At a larger scale, our study demonstrates antagonistic effects of PI4P 5-kinases and PLC on a relevant physiological process in vivo, and the proposed functional interplay can easily be rationalized from the known in vitro activities of these enzymes. In addition, the data hold a number of unexpected findings, which will require further study in the future to complete the picture. For instance, it remains unclear why the expression of the dominant negative NtPLC3 H124A resulted in tip swelling, but not in any detectable pollen tube tip branching. Both pollen tube tip swelling [13,19] and tip branching [12,14,19] have previously been shown to result from the overproduction of PtdIns(4,5)P2 through different isoforms of PI4P 5-kinases. Our data on the effects of expressed NtPLC3 H124A are consistent with the corresponding results on petunia PLC1, where also only pollen tube tip swelling was observed [21].

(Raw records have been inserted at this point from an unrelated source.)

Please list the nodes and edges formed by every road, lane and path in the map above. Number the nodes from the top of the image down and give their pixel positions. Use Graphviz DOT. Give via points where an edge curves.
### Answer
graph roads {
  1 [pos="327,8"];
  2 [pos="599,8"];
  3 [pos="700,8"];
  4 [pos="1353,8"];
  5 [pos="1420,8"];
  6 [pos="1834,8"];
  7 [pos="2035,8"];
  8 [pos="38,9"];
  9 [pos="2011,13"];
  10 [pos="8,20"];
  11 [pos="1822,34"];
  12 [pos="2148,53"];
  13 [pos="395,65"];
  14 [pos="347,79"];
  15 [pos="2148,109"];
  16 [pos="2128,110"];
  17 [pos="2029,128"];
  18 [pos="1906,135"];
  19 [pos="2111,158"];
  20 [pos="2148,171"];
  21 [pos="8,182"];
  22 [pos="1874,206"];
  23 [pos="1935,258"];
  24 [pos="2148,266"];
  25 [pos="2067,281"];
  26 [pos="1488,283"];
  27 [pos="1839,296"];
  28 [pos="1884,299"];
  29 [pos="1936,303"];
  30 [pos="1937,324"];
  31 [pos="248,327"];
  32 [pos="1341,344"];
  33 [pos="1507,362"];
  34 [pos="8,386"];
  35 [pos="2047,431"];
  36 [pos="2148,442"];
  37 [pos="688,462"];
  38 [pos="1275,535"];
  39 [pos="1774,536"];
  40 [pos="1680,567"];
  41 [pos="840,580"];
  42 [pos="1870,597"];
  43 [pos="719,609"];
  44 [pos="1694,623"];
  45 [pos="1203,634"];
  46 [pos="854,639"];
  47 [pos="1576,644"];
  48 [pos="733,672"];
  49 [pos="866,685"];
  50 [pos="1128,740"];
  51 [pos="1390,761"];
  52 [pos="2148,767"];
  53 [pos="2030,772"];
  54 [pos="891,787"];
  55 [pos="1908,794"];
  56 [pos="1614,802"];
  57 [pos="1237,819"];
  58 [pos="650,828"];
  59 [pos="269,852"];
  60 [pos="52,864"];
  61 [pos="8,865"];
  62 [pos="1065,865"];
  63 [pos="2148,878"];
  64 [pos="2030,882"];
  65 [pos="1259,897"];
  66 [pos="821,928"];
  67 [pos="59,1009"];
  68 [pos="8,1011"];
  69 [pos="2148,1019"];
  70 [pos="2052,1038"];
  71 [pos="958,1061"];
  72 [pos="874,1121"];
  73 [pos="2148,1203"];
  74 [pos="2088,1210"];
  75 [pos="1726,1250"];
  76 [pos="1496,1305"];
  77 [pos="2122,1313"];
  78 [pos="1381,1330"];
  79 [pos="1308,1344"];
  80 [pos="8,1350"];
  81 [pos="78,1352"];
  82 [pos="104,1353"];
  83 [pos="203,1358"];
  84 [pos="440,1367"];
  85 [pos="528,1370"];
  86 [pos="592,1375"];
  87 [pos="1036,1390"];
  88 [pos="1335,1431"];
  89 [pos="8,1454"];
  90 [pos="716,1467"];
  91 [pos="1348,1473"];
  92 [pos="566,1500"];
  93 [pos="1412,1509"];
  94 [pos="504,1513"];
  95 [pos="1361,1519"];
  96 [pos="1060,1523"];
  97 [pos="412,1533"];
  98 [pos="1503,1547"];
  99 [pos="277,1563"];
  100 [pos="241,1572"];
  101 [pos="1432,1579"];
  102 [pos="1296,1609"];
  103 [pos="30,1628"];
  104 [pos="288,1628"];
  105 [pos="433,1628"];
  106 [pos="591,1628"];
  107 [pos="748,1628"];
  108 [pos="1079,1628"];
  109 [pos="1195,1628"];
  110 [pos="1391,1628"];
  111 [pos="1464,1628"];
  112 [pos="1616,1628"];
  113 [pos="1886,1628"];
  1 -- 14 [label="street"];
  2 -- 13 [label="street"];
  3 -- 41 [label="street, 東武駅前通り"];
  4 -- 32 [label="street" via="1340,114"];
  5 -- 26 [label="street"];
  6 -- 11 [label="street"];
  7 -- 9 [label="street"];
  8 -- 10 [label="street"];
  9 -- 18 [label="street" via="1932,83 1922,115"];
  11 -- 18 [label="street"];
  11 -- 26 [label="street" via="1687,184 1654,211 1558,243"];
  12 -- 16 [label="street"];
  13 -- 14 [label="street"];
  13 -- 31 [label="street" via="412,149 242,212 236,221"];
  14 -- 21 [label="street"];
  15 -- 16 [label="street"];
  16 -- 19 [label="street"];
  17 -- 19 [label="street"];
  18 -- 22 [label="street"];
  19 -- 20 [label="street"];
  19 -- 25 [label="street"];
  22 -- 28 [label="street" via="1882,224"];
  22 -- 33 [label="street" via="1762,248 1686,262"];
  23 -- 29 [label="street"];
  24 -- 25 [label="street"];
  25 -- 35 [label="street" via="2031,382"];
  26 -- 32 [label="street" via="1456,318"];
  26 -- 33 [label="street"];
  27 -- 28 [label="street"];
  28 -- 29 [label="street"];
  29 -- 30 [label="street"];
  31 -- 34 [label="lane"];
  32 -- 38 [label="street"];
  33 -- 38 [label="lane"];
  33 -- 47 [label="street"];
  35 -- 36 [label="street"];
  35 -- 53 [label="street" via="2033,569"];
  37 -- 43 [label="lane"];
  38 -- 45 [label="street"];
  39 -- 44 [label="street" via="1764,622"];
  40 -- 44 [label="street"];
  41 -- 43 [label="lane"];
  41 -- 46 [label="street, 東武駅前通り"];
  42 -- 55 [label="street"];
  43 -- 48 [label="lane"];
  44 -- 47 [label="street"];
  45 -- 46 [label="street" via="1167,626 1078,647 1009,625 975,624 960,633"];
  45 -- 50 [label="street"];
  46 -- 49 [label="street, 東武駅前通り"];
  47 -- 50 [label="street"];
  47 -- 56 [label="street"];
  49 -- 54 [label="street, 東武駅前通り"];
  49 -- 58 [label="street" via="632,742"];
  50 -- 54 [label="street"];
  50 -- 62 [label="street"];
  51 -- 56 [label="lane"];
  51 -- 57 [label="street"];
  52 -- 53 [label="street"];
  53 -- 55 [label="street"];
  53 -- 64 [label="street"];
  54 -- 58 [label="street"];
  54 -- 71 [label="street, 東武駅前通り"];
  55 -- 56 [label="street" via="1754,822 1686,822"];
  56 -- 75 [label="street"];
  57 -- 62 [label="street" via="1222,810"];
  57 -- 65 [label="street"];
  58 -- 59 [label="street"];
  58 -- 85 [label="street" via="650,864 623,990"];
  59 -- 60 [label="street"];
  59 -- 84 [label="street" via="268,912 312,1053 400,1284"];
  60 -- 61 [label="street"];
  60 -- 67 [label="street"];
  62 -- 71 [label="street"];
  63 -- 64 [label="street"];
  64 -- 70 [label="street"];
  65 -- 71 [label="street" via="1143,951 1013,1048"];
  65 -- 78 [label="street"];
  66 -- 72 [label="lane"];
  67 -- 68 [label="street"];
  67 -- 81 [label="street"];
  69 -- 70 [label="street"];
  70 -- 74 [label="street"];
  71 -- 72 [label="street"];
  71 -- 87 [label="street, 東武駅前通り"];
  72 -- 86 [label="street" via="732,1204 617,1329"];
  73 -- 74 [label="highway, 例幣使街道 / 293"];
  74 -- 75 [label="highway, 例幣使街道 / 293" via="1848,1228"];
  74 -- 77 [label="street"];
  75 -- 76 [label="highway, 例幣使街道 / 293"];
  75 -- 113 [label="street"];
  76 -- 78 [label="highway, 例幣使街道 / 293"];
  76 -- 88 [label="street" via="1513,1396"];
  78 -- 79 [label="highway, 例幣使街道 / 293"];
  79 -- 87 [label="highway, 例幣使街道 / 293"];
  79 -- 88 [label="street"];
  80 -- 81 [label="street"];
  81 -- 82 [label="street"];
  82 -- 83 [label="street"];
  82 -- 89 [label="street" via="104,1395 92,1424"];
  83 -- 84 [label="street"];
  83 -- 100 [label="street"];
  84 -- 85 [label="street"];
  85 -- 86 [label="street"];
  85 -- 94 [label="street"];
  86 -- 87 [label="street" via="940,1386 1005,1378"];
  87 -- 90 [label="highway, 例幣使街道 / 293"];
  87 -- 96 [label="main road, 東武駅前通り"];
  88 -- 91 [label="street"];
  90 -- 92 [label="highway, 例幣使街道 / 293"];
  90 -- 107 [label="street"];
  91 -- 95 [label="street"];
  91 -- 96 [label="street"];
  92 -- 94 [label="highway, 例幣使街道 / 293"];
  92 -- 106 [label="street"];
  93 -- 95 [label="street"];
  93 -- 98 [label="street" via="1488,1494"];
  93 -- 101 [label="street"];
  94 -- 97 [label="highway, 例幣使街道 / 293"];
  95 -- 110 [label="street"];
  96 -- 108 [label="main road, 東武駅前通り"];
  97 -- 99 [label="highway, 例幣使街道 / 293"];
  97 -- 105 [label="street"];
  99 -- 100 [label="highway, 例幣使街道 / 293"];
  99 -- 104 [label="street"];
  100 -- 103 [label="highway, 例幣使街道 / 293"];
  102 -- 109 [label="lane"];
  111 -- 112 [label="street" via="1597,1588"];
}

Overall, it appears possible that NtPLC3 or petunia PLC1 can antagonize some but not other regulatory pathways mediated by PtdIns(4,5)P2, possibly as a consequence of a difference in the accessibility or subcompartmentalization of PtdIns(4,5)P2 formed by different PI4P 5-kinase isoforms in the pollen tube plasma membrane. This notion is consistent with previous results on the functionality of hypervariable linker domains of plant PI4P 5-kinases in mediating membrane recruitment into different regulatory contexts [19]. The effect of PtdIns(4,5)P2 on pollen tube tip swelling has previously been rationalized through a stabilizing effect of PtdIns(4,5)P2 on the actin cytoskeleton [13]. It remains to be seen whether NtPLC3 might indirectly also influence the dynamics of the actin cytoskeleton in pollen tubes through its effects on PtdIns(4,5)P2. Future experiments will elucidate whether the antagonistic effects of PLC with PI4P 5-kinases may be relevant for pollen tube functionality, genetic transmission or seed set.

4. Materials and Methods

4.1. cDNA Constructs

The coding sequence for NtPLC3 was amplified from tobacco cDNA using the following primer combination 5’-GATCCCATGGCATCGAGACAGACGTACAGAGTCT-3’/5’-GATCCCATGGACATATTCGAAACGCATAAGAAGC-3’, and moved as an NcoI/NcoI fragment into the expression plasmid pET M-41, encoding the NtPLC3 protein with an N-terminal maltose binding protein (MBP) tag. Site-directed mutagenesis was performed on the NtPLC3 coding sequence using the primer combination 5’-TCTCATTACTTCATATACACAGGAGCTAATTCCTATCTAACTGGGAATCAA-3’/ 5’-TTGATTCCCAGTTAGATAGGAATTAGCTCCTGTGTATATGAAGTAATGAGA-3’, yielding NtPLC3 H124A. For expression as fluorescent fusions, the coding sequences for NtPLC3 or NtPLC3 H124A were subcloned into pEntryD and moved by Gateway technology into the pLat52-GW vector [12] in frame with the coding sequence for RFP. Constructs for the expression of fluorescent fusions of Arabidopsis PIP5K2 [19] or PIP5K11 [13] were used as previously reported.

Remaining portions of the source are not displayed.